Reputation: 19
I did a toy kaggle "Titanic" dataset training and followed the instruction of a linkedin video course named" Applied Machine Learning: Algorithms" when I typed the following codes: the error occured:
lr = LogisticRegression()
parameters = {
'C': [0.001, 0.01, 0.1, 1, 10, 100, 1000]}
cv = GridSearchCV(lr, parameters, cv=5)
cv.fit(tr_features, tr_labels.values.ravel())
print_results(cv)
ValueError Traceback (most recent call last)
~\AppData\Local\Temp/ipykernel_7740/1127236825.py in <module>
5
6 cv = GridSearchCV(lr, parameters, cv=5)

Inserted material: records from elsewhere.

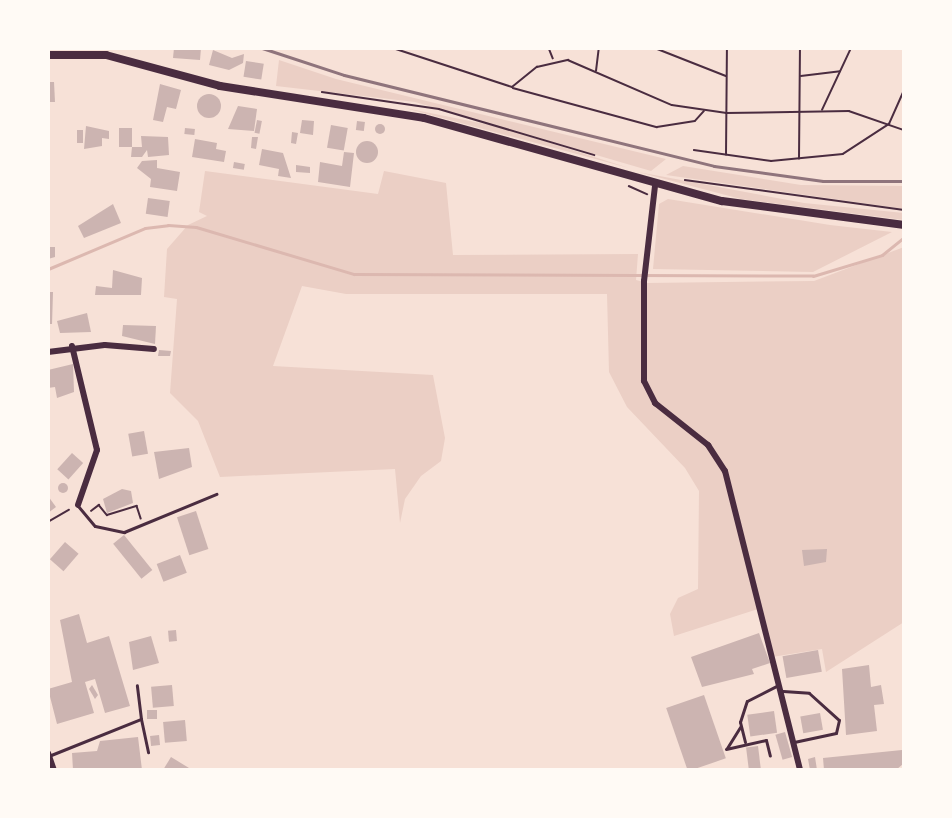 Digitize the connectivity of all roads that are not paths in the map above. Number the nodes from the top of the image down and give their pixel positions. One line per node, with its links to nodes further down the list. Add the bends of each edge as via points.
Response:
1 (116, 48): 5 (lane)
2 (61, 51): 3 (street); 4 (street)
3 (88, 51): 5 (street)
4 (48, 55)
5 (115, 58): 6 (street, via 220,86 424,118)
6 (655, 186): 7 (street, via 832,219); 14 (street, via 644,281 644,381 655,403 719,457)
7 (904, 225)
8 (72, 346): 9 (street); 10 (street); 12 (street, via 97,450)
9 (154, 349)
10 (48, 352)
11 (216, 494): 12 (lane, via 124,532 87,520)
12 (78, 505)
13 (137, 685): 15 (lane)
14 (782, 688): 16 (lane, via 755,693); 18 (street); 18 (lane, via 809,693 839,720 836,733)
15 (141, 719): 19 (lane); 20 (lane)
16 (741, 725): 17 (lane); 17 (lane, via 738,737 726,749)
17 (745, 742): 21 (lane, via 766,740)
18 (794, 742): 23 (street)
19 (148, 752)
20 (49, 755): 22 (street)
21 (770, 756)
22 (54, 770)
23 (800, 770) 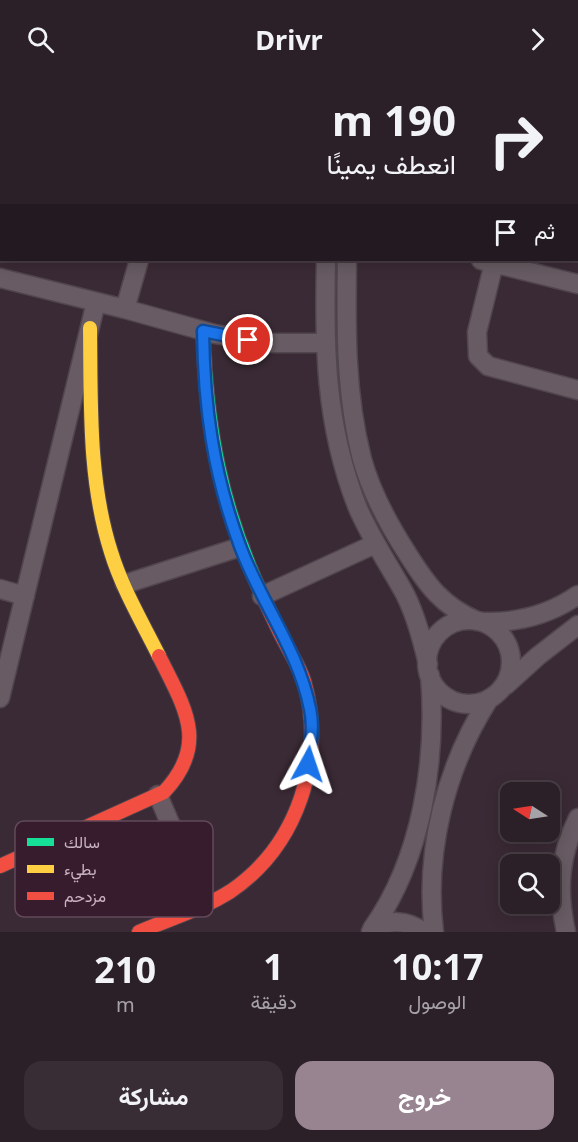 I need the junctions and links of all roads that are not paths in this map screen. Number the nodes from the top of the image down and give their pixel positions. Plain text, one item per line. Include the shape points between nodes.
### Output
1 (139, 261) edge
2 (326, 261) edge
3 (347, 261) edge
4 (487, 261) edge
5 (0, 278) edge
6 (578, 284) edge
7 (96, 302) junction
8 (125, 309) junction
9 (90, 328) junction
10 (203, 331) junction
11 (324, 343) junction
12 (578, 390) edge
13 (375, 544) junction
14 (240, 547) junction
15 (125, 584) junction
16 (0, 589) edge
17 (578, 595) edge
18 (25, 596) junction
19 (262, 596) junction
20 (481, 622) junction
21 (578, 625) edge
22 (429, 670) junction
23 (495, 694) junction
24 (0, 698) edge
25 (158, 795) junction
26 (578, 818) edge
27 (100, 821) edge
28 (169, 821) edge
29 (15, 859) edge
30 (0, 866) edge
31 (213, 899) edge
32 (173, 917) edge
33 (371, 931) edge
34 (139, 932) edge
35 (424, 932) edge
36 (434, 932) edge
37 (566, 932) edge

1 - 8 street
2 - 11 street
3 - 20 street via 349,387 362,459 394,533 426,584 461,614
4 - 6 street
4 - 12 street via 477,332 478,356 488,366
5 - 7 street
7 - 8 street
7 - 9 street
8 - 10 street
9 - 15 street via 92,442 100,507 111,553
9 - 18 street
10 - 11 street via 265,343
10 - 14 street via 211,448
11 - 13 street via 327,386 341,464
13 - 19 street
13 - 22 street via 406,596
14 - 15 street
14 - 19 street
15 - 25 street via 183,706 191,735 187,760 176,780
16 - 18 street
17 - 20 street via 540,616
18 - 24 street
19 - 31 street via 302,678 311,711 311,747 303,798 286,832 258,868 231,891
20 - 22 street via 464,621 442,631 429,651
20 - 23 street via 500,634 510,652 508,678
21 - 23 street
22 - 23 street via 437,688 461,703 476,703
22 - 33 street via 433,712 421,807 405,870
23 - 36 street via 472,726 444,804 432,873 430,903
25 - 27 street
25 - 28 street
26 - 37 street via 561,867 560,905
29 - 30 street
32 - 34 street
33 - 35 street via 393,921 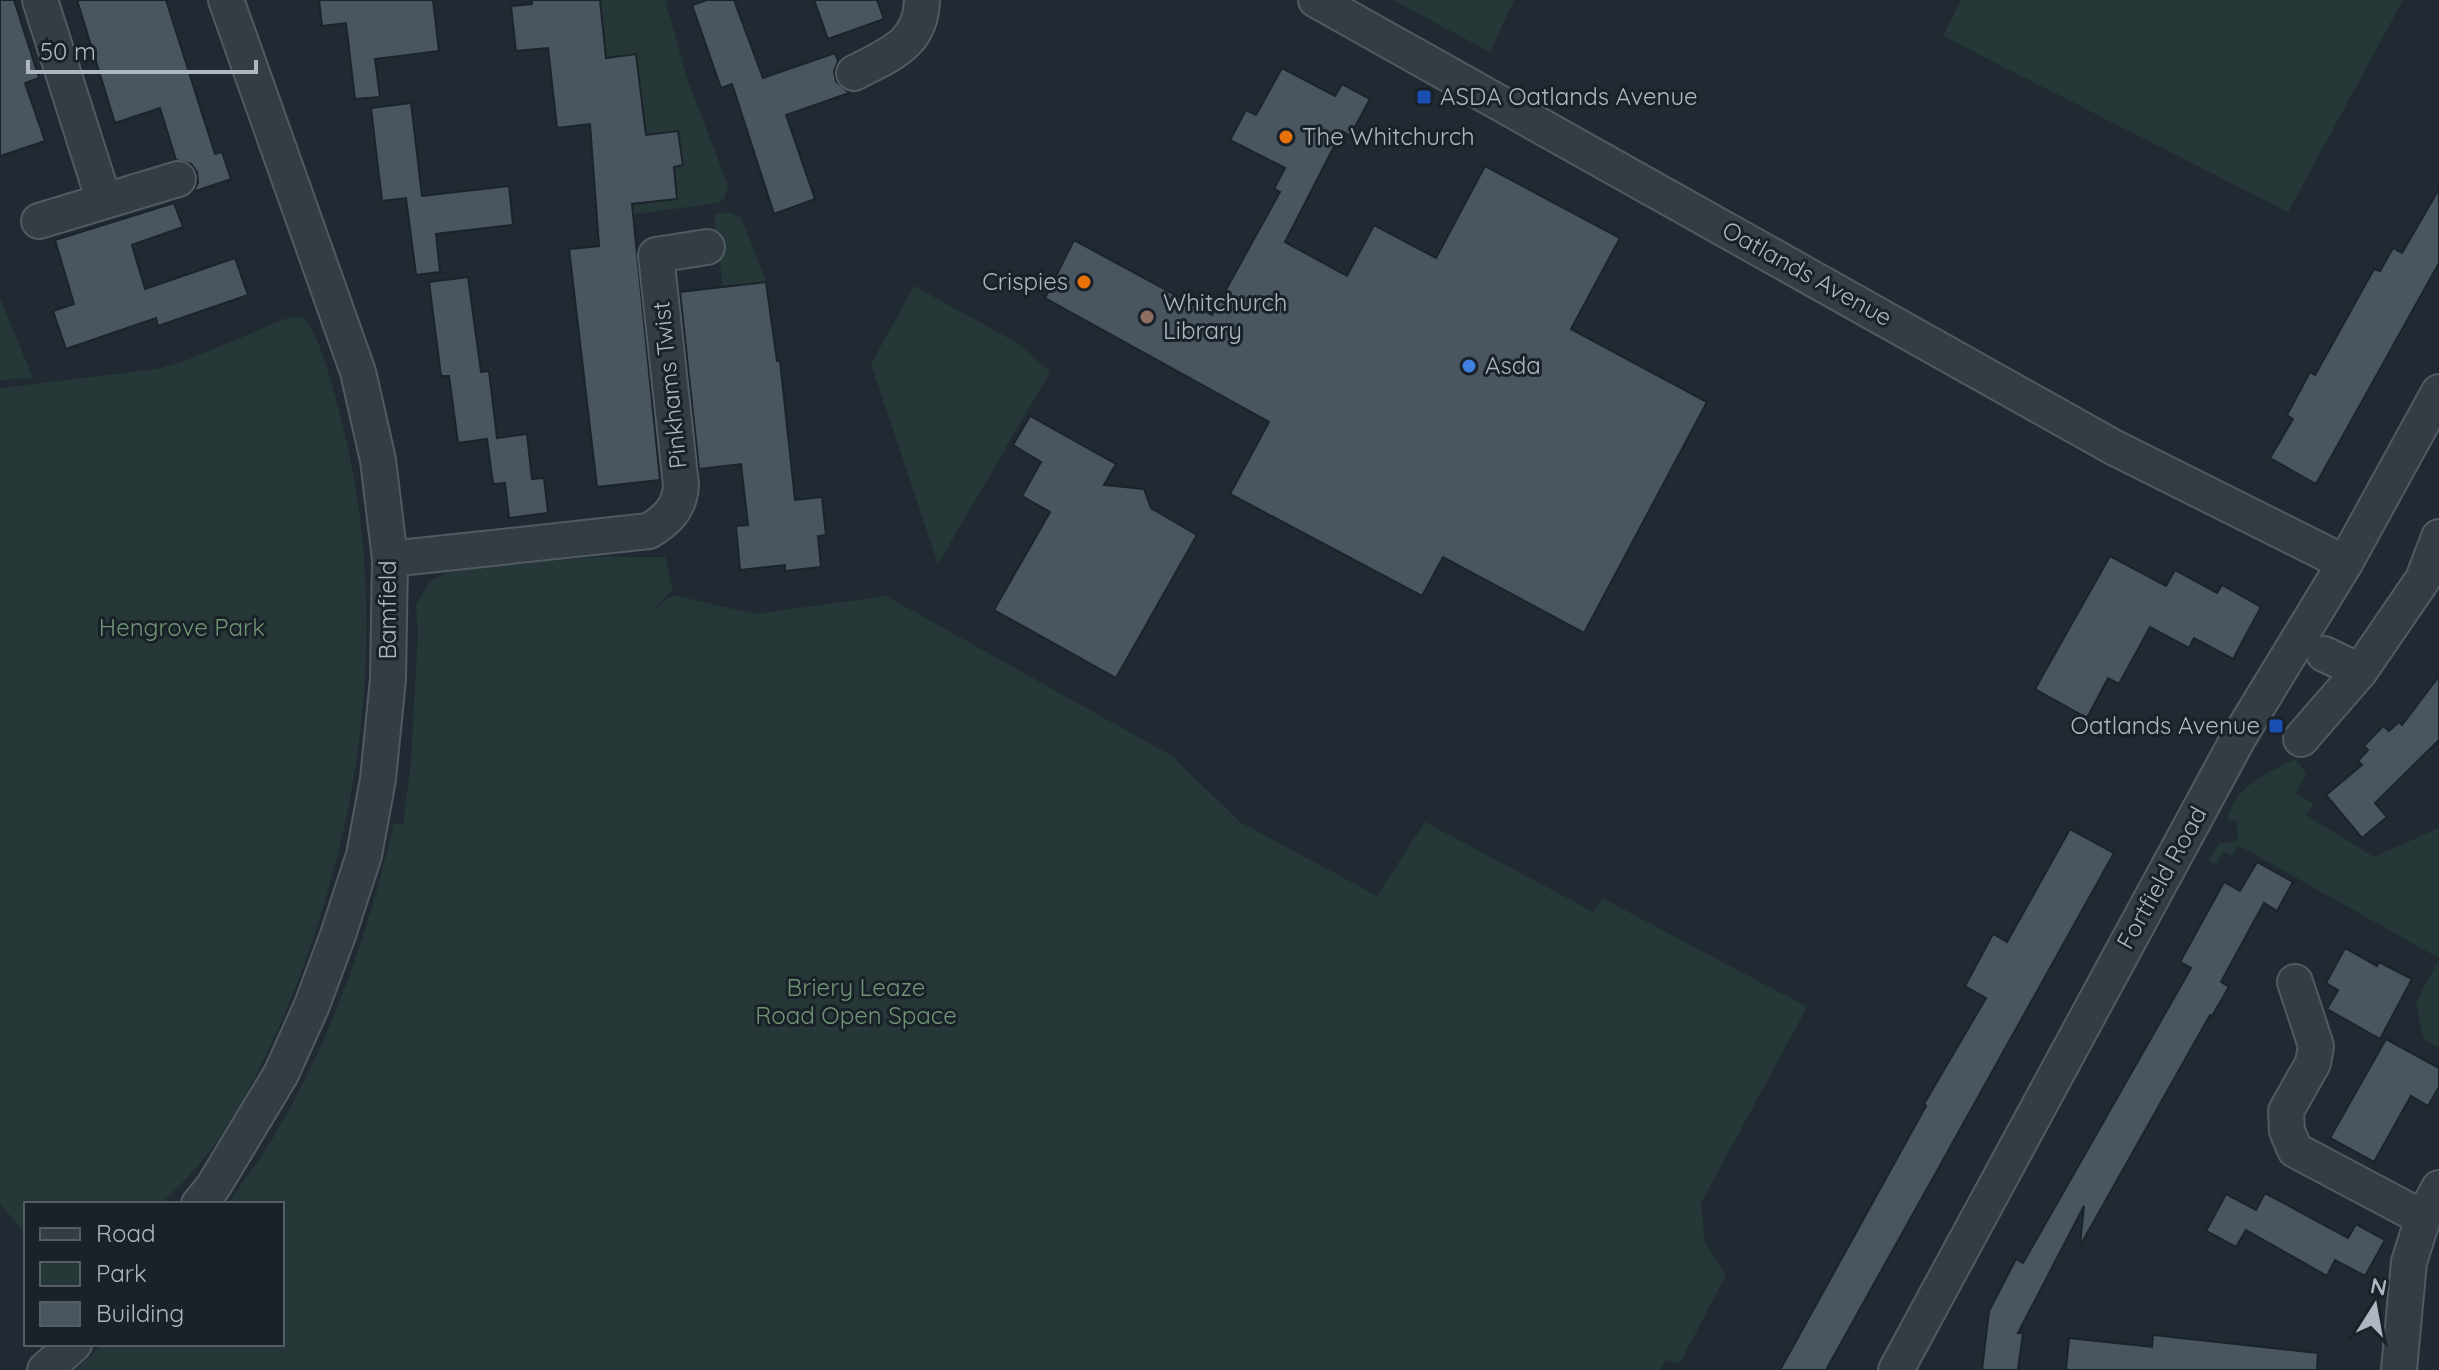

7 cv.fit(tr_features, tr_labels.values.ravel())
8
9 print_results(cv)
~\AppData\Local\miniforge3\lib\site-packages\sklearn\utils\validation.py in inner_f(*args, **kwargs)
61 extra_args = len(args) - len(all_args)
62 if extra_args <= 0:
63 return f(*args, **kwargs)
64
65 # extra_args > 0
~\AppData\Local\miniforge3\lib\site-packages\sklearn\model_selection\_search.py in fit(self, X, y, groups, **fit_params)
757 refit_metric = self.refit
758
759 X, y, groups = indexable(X, y, groups)
760 fit_params = _check_fit_params(X, fit_params)
761
~\AppData\Local\miniforge3\lib\site-packages\sklearn\utils\validation.py in indexable(*iterables)
354 """
355 result = [_make_indexable(X) for X in iterables]
356 check_consistent_length(*result)
357 return result
358
~\AppData\Local\miniforge3\lib\site-packages\sklearn\utils\validation.py in check_consistent_length(*arrays)
317 uniques = np.unique(lengths)
318 if len(uniques) > 1:
319 raise ValueError("Found input variables with inconsistent numbers of"
320 " samples: %r" % [int(l) for l in lengths])
ValueError: Found input variables with inconsistent numbers of samples: [534, 535]
How to resolve this?
Upvotes: 1
Views: 161
Reputation: 409
From the exercise file 02_04.ipynb (download from the LinkedIn Learning course), notice the last line in the first code block:
tr_labels = pd.read_csv('../../../train_labels.csv', header=None)
import joblib
import pandas as pd
from sklearn.linear_model import LogisticRegression
from sklearn.model_selection import GridSearchCV
import warnings
warnings.filterwarnings('ignore', category=FutureWarning)
warnings.filterwarnings('ignore', category=DeprecationWarning)
tr_features = pd.read_csv('../../../train_features.csv')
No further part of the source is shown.